Collection entries:
########################################

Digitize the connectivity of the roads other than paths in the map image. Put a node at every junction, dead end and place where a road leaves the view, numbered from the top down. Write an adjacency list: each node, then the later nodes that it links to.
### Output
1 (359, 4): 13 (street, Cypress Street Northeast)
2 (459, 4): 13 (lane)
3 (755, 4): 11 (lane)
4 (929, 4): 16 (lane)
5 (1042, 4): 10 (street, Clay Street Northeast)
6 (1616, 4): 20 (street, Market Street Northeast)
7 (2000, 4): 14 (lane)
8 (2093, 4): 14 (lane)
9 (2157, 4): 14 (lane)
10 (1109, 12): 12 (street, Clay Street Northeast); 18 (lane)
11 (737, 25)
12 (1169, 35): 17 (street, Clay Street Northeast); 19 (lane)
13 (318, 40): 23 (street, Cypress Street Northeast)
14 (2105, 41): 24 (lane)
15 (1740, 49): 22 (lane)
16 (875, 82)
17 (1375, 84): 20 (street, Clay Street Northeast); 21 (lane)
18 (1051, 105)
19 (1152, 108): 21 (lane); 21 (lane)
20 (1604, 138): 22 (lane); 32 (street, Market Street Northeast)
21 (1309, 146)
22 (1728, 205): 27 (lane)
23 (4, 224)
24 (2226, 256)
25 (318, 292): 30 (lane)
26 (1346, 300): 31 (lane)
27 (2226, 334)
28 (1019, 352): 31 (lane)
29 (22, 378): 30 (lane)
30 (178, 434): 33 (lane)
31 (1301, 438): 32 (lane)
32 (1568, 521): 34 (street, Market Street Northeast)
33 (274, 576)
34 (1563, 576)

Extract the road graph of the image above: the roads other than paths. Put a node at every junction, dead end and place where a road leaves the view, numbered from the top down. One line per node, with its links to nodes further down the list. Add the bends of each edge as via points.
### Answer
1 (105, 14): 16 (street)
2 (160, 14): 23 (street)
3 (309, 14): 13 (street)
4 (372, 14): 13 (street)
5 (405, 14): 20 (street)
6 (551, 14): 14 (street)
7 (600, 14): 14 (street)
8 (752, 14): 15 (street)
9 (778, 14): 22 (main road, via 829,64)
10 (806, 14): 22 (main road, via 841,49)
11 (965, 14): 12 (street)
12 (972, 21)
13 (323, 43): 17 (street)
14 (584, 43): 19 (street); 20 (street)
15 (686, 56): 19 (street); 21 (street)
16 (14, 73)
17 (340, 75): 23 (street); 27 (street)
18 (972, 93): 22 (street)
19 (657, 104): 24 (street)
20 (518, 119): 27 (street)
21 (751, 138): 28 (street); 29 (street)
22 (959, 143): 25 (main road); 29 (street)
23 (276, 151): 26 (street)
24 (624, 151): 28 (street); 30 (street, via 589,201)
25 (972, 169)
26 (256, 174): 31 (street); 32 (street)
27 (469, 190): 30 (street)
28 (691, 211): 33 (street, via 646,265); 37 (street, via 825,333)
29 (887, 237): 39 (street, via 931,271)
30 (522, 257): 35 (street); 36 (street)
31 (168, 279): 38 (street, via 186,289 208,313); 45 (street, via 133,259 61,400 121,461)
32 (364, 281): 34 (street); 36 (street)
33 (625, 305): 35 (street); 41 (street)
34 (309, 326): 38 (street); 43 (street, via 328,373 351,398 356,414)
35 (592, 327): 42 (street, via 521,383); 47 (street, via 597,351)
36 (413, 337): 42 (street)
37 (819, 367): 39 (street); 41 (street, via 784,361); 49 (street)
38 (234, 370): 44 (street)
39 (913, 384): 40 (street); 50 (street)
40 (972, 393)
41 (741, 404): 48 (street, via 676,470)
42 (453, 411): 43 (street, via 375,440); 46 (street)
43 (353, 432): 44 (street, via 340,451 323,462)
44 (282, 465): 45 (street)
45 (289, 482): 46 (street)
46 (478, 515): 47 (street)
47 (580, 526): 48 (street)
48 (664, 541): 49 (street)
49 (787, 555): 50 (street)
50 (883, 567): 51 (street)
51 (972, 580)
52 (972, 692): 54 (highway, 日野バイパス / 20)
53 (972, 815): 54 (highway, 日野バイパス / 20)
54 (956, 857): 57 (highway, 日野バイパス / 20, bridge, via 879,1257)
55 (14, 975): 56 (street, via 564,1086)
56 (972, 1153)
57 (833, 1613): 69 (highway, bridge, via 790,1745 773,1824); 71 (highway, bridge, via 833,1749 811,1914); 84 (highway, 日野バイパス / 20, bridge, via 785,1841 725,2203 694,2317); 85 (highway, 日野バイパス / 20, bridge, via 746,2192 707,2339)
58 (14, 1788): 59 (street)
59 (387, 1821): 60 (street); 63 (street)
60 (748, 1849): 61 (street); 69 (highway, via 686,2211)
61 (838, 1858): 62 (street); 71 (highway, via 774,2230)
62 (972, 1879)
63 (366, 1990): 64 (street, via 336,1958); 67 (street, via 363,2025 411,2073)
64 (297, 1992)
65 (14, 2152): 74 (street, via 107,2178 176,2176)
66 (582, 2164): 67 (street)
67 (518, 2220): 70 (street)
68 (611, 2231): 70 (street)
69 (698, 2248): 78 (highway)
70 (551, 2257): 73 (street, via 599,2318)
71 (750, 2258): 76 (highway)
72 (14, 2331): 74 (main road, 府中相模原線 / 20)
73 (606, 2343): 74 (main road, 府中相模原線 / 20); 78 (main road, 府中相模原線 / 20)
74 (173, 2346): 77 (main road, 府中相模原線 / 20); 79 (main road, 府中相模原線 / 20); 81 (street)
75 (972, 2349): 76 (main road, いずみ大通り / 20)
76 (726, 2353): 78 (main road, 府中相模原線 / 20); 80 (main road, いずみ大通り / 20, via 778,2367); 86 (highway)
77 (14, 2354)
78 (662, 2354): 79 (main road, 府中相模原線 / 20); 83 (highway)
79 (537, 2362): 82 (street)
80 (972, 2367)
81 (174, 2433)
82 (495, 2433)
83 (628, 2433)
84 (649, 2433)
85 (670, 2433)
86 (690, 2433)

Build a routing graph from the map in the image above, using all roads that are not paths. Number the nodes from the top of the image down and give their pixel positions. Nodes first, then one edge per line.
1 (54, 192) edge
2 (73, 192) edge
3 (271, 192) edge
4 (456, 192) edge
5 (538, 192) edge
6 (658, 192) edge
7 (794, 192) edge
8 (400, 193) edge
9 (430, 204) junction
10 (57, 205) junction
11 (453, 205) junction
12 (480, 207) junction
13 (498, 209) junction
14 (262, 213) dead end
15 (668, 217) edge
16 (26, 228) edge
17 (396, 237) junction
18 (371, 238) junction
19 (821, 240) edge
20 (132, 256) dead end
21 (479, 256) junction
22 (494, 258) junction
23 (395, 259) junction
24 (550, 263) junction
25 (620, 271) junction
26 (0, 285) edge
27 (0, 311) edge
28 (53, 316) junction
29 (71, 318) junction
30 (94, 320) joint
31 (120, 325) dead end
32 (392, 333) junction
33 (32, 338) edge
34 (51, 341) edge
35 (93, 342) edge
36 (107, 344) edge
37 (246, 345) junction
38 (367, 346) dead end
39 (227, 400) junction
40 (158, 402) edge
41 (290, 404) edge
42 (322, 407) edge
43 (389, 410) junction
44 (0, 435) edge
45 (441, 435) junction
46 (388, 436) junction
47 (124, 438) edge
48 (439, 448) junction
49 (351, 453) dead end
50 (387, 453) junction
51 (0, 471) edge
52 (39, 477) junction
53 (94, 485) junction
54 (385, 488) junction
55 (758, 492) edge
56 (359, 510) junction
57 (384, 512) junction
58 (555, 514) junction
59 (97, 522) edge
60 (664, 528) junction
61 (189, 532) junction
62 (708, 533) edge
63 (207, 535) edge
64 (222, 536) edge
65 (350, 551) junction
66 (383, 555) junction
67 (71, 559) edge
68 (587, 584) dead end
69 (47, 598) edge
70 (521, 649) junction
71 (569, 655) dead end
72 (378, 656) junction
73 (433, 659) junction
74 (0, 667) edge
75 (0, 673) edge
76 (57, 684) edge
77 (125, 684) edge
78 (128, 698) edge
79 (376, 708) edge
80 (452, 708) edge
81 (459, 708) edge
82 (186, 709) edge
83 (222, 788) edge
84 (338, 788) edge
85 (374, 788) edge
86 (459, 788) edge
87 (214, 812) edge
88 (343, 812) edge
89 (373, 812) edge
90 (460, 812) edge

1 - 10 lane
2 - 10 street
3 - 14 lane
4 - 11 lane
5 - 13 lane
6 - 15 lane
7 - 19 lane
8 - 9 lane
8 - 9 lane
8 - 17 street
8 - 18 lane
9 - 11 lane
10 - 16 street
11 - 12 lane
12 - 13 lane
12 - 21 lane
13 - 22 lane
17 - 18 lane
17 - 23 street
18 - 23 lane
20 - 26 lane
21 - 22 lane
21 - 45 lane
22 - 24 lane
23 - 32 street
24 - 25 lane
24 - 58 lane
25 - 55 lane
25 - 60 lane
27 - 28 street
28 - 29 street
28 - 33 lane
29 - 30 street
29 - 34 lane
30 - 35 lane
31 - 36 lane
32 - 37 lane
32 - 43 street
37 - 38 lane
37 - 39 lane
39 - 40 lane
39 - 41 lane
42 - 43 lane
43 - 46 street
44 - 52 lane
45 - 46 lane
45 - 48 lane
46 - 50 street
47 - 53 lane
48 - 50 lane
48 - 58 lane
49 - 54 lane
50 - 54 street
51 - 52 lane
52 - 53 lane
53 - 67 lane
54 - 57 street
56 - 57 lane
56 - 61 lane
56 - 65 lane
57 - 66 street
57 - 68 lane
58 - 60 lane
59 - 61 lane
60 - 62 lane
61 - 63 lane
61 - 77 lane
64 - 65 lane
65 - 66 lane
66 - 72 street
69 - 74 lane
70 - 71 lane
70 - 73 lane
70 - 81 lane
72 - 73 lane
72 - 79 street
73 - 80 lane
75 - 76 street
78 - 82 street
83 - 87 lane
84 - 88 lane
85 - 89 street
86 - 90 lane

########################################

About this exercise → Quote the records above from their first line through the line containing "Extract the road", both ends included.

Written answer →
Digitize the connectivity of the roads other than paths in the map image. Put a node at every junction, dead end and place where a road leaves the view, numbered from the top down. Write an adjacency list: each node, then the later nodes that it links to.
### Output
1 (359, 4): 13 (street, Cypress Street Northeast)
2 (459, 4): 13 (lane)
3 (755, 4): 11 (lane)
4 (929, 4): 16 (lane)
5 (1042, 4): 10 (street, Clay Street Northeast)
6 (1616, 4): 20 (street, Market Street Northeast)
7 (2000, 4): 14 (lane)
8 (2093, 4): 14 (lane)
9 (2157, 4): 14 (lane)
10 (1109, 12): 12 (street, Clay Street Northeast); 18 (lane)
11 (737, 25)
12 (1169, 35): 17 (street, Clay Street Northeast); 19 (lane)
13 (318, 40): 23 (street, Cypress Street Northeast)
14 (2105, 41): 24 (lane)
15 (1740, 49): 22 (lane)
16 (875, 82)
17 (1375, 84): 20 (street, Clay Street Northeast); 21 (lane)
18 (1051, 105)
19 (1152, 108): 21 (lane); 21 (lane)
20 (1604, 138): 22 (lane); 32 (street, Market Street Northeast)
21 (1309, 146)
22 (1728, 205): 27 (lane)
23 (4, 224)
24 (2226, 256)
25 (318, 292): 30 (lane)
26 (1346, 300): 31 (lane)
27 (2226, 334)
28 (1019, 352): 31 (lane)
29 (22, 378): 30 (lane)
30 (178, 434): 33 (lane)
31 (1301, 438): 32 (lane)
32 (1568, 521): 34 (street, Market Street Northeast)
33 (274, 576)
34 (1563, 576)

Extract the road graph of the image above: the roads other than paths. Put a node at every junction, dead end and place where a road leaves the view, numbered from the top down. One line per node, with its links to nodes further down the list. Add the bends of each edge as via points.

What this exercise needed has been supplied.